Saturday, July 28, 2012

Hold On There, Hoss

In comments, Ben Gosden:
"God does not ask us to change. God does not demand that we change. God doesn't care if we change. God just loves us."

Doesn't the love of God elicit a response of change? "While we were yet sinners, Christ died for us. That proves God's love toward us." Is the love of God not the catalyst for transformation? (transformation = becoming more like Christ via sanctifying grace)
I would be more amused if this wasn't something that had been clear (at least to me) for, I don't know, decades.

The comment begs all sorts of questions, not the least of which is, "Um,  so?"

"Elicit a response" . . .  Sometimes the response is running the other way.  Sometimes it's spiritual deafness.  Sometimes it's a shrug.

What part of this comment means anything other than, "Well now, we can't let grace really be grace now, can we?"

Several years ago, I made a comment that, associating with the kinds of people he did, Jesus probably didn't get all schoolmarmish when folks said the first century equivalent of "Fuck".  I was chastised for this to no end, but I stand by it.  That's not who Jesus was.  That isn't how Jesus operated.  So many times, we hear how Jesus told people, "Go and sin no more," except, of course, he didn't always do that.  Neither did he tell people, "OK, I'll heal you/free you from demonic possession/offer you living water, but only if you promise to do good stuff for the rest of your life."  No, time and again we read of Jesus having pity or compassion for those who were suffering, and doing what was necessary to make their lives whole.

We rarely read about how they lived their lives after that crucial encounter, the exception being the Apostles and St. Paul.

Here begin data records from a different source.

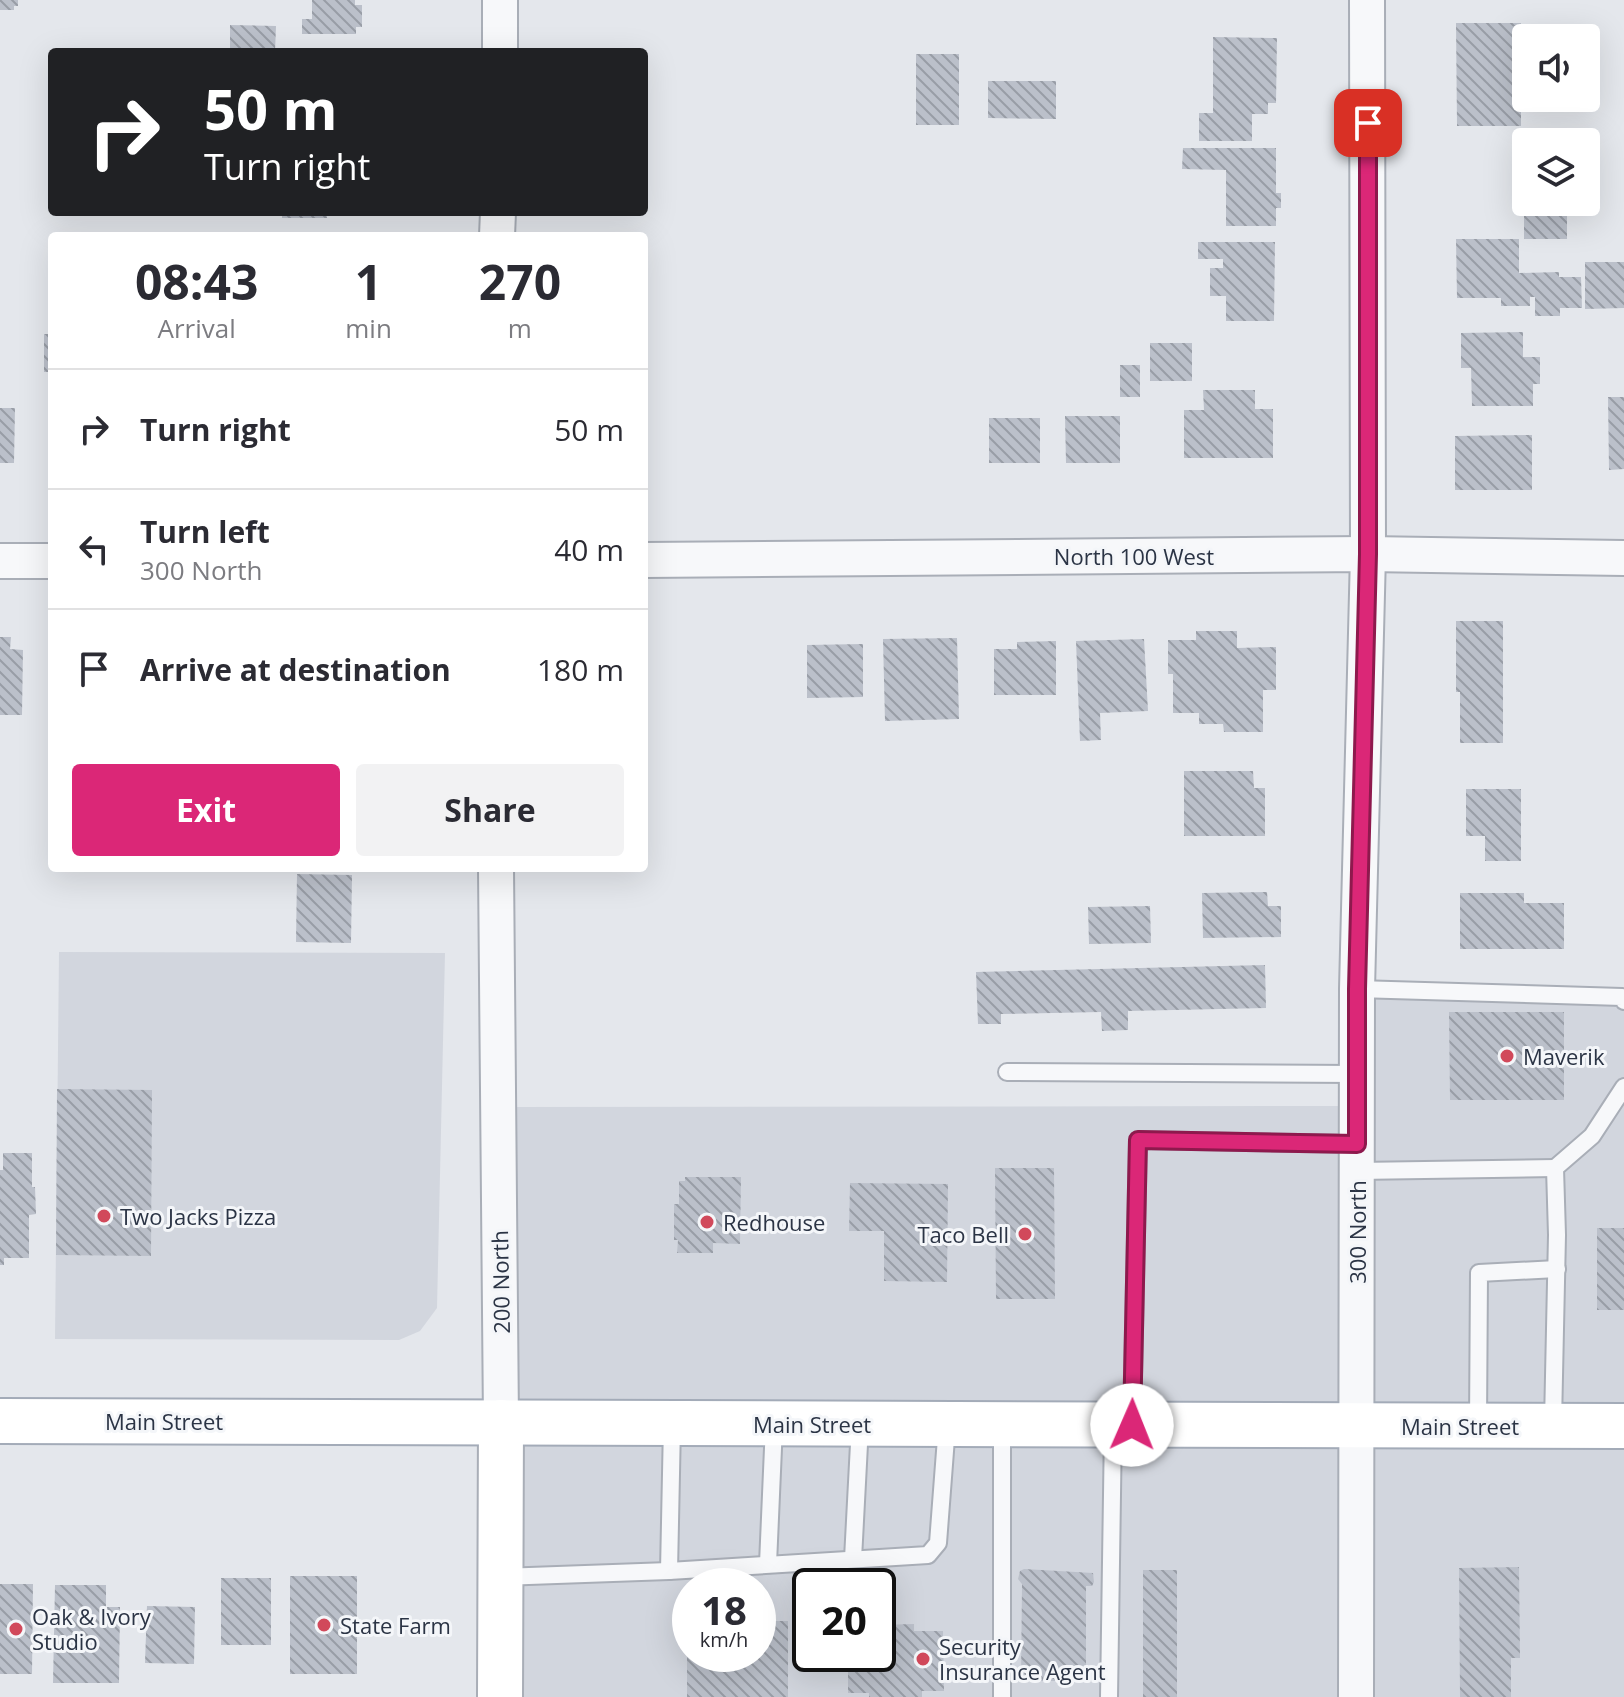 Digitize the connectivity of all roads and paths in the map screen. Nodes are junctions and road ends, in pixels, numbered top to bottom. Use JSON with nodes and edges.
{"nodes":[{"id":1,"x":500,"y":0,"type":"edge"},
{"id":2,"x":1367,"y":0,"type":"edge"},
{"id":3,"x":500,"y":48,"type":"edge"},
{"id":4,"x":1368,"y":554,"type":"junction"},
{"id":5,"x":1624,"y":558,"type":"edge"},
{"id":6,"x":648,"y":560,"type":"edge"},
{"id":7,"x":0,"y":561,"type":"edge"},
{"id":8,"x":48,"y":561,"type":"edge"},
{"id":9,"x":496,"y":872,"type":"edge"},
{"id":10,"x":1357,"y":989,"type":"junction"},
{"id":11,"x":1624,"y":1001,"type":"edge"},
{"id":12,"x":1007,"y":1072,"type":"dead end"},
{"id":13,"x":1357,"y":1074,"type":"junction"},
{"id":14,"x":1624,"y":1087,"type":"edge"},
{"id":15,"x":1357,"y":1158,"type":"junction"},
{"id":16,"x":1555,"y":1168,"type":"junction"},
{"id":17,"x":1557,"y":1269,"type":"junction"},
{"id":18,"x":0,"y":1421,"type":"edge"},
{"id":19,"x":501,"y":1422,"type":"junction"},
{"id":20,"x":672,"y":1423,"type":"junction"},
{"id":21,"x":774,"y":1424,"type":"junction"},
{"id":22,"x":860,"y":1424,"type":"junction"},
{"id":23,"x":947,"y":1424,"type":"junction"},
{"id":24,"x":1002,"y":1424,"type":"junction"},
{"id":25,"x":1123,"y":1424,"type":"junction"},
{"id":26,"x":1357,"y":1425,"type":"junction"},
{"id":27,"x":1478,"y":1426,"type":"junction"},
{"id":28,"x":1553,"y":1426,"type":"junction"},
{"id":29,"x":1624,"y":1426,"type":"edge"},
{"id":30,"x":853,"y":1559,"type":"junction"},
{"id":31,"x":768,"y":1564,"type":"junction"},
{"id":32,"x":669,"y":1571,"type":"junction"},
{"id":33,"x":501,"y":1577,"type":"junction"},
{"id":34,"x":500,"y":1697,"type":"edge"},
{"id":35,"x":1002,"y":1697,"type":"edge"},
{"id":36,"x":1109,"y":1697,"type":"edge"},
{"id":37,"x":1356,"y":1697,"type":"edge"}],
"edges":[{"from":1,"to":3,"type":"street"},
{"from":2,"to":4,"type":"street","name":"300 North"},
{"from":4,"to":5,"type":"street","name":"North 100 West"},
{"from":4,"to":6,"type":"street","name":"North 100 West"},
{"from":4,"to":10,"type":"street","name":"300 North"},
{"from":7,"to":8,"type":"street"},
{"from":9,"to":19,"type":"street","name":"200 North"},
{"from":10,"to":11,"type":"lane"},
{"from":10,"to":13,"type":"street","name":"300 North"},
{"from":12,"to":13,"type":"lane"},
{"from":13,"to":15,"type":"street","name":"300 North"},
{"from":14,"to":16,"type":"lane"},
{"from":15,"to":16,"type":"lane"},
{"from":15,"to":25,"type":"lane"},
{"from":15,"to":26,"type":"street","name":"300 North"},
{"from":16,"to":17,"type":"lane"},
{"from":17,"to":27,"type":"lane"},
{"from":17,"to":28,"type":"lane"},
{"from":18,"to":19,"type":"main road","name":"Main Street"},
{"from":19,"to":20,"type":"main road","name":"Main Street"},
{"from":19,"to":33,"type":"main road","name":"200 North"},
{"from":20,"to":21,"type":"main road","name":"Main Street"},
{"from":20,"to":32,"type":"lane"},
{"from":21,"to":22,"type":"main road","name":"Main Street"},
{"from":21,"to":31,"type":"lane"},
{"from":22,"to":23,"type":"main road","name":"Main Street"},
{"from":22,"to":30,"type":"lane"},
{"from":23,"to":24,"type":"main road","name":"Main Street"},
{"from":23,"to":30,"type":"lane"},
{"from":24,"to":25,"type":"main road","name":"Main Street"},
{"from":24,"to":35,"type":"lane"},
{"from":25,"to":26,"type":"main road","name":"Main Street"},
{"from":25,"to":36,"type":"lane"},
{"from":26,"to":27,"type":"main road","name":"Main Street"},
{"from":26,"to":37,"type":"street","name":"300 North"},
{"from":27,"to":28,"type":"main road","name":"Main Street"},
{"from":28,"to":29,"type":"main road","name":"Main Street"},
{"from":30,"to":31,"type":"lane"},
{"from":31,"to":32,"type":"lane"},
{"from":32,"to":33,"type":"lane"},
{"from":33,"to":34,"type":"main road","name":"200 North"}]}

Did the Samaritan woman at the well leave the man with whom she was shacking up?  I have no idea, the text doesn't say, and, really, does it matter?  For the reader of the story, isn't enough that this Gentile woman, a despised minority in an unclean land, encountered the Living God in the flesh who offered her love and compassion even though he knew everything about who she was?  When the man blind from birth came to Jesus, he didn't say, "Yup, the dude's blind because his parents were horrible people."  He said, "This man was born blind so the power of God could be revealed through his healing."  What a magnificent testimony that Jesus could see in this individual an opportunity for the revelation of the power and majesty of God!

With no questions asked.

The great gift of John Wesley is the reminder that following Christ offers the opportunity to live a life in and with the full knowledge of the grace of God in Christ.  It is never easy, requiring us to share our burdens with one another, hold one another accountable in love to the promises offered us in the Spirit.

The thing is . . . this isn't a requirement.  We need to stop thinking of it this way.  We need to stop considering it as such.  We need to stop teaching this.  Stop.  Stop stop stop.

God never never never ever ever ever ever ever gives up on us.  We either hold the cross and empty tomb as the lenses through which we come to understand our lives, individually and communally, or we should just say, "To hell with it."  These realities, as the primary revelation of who God is, exist whether we believe them or not, whether we accept them as significant and meaningful or not, whether the human race goes extinct or not.  The first lesson is - God is Love.  Everything else flows from that.  There are no buts, there are no conditions, there are no codicils, no limits.  This is true whether one has never heard the Good News - "Christ died for us while we were yet sinners; that proves God's love for us" is what St. Paul explicitly calls "Good News" - or has lived within this reality all one's life.  The freedom we have from the Father in the Son through the Spirit is real freedom, including the freedom to say, "No".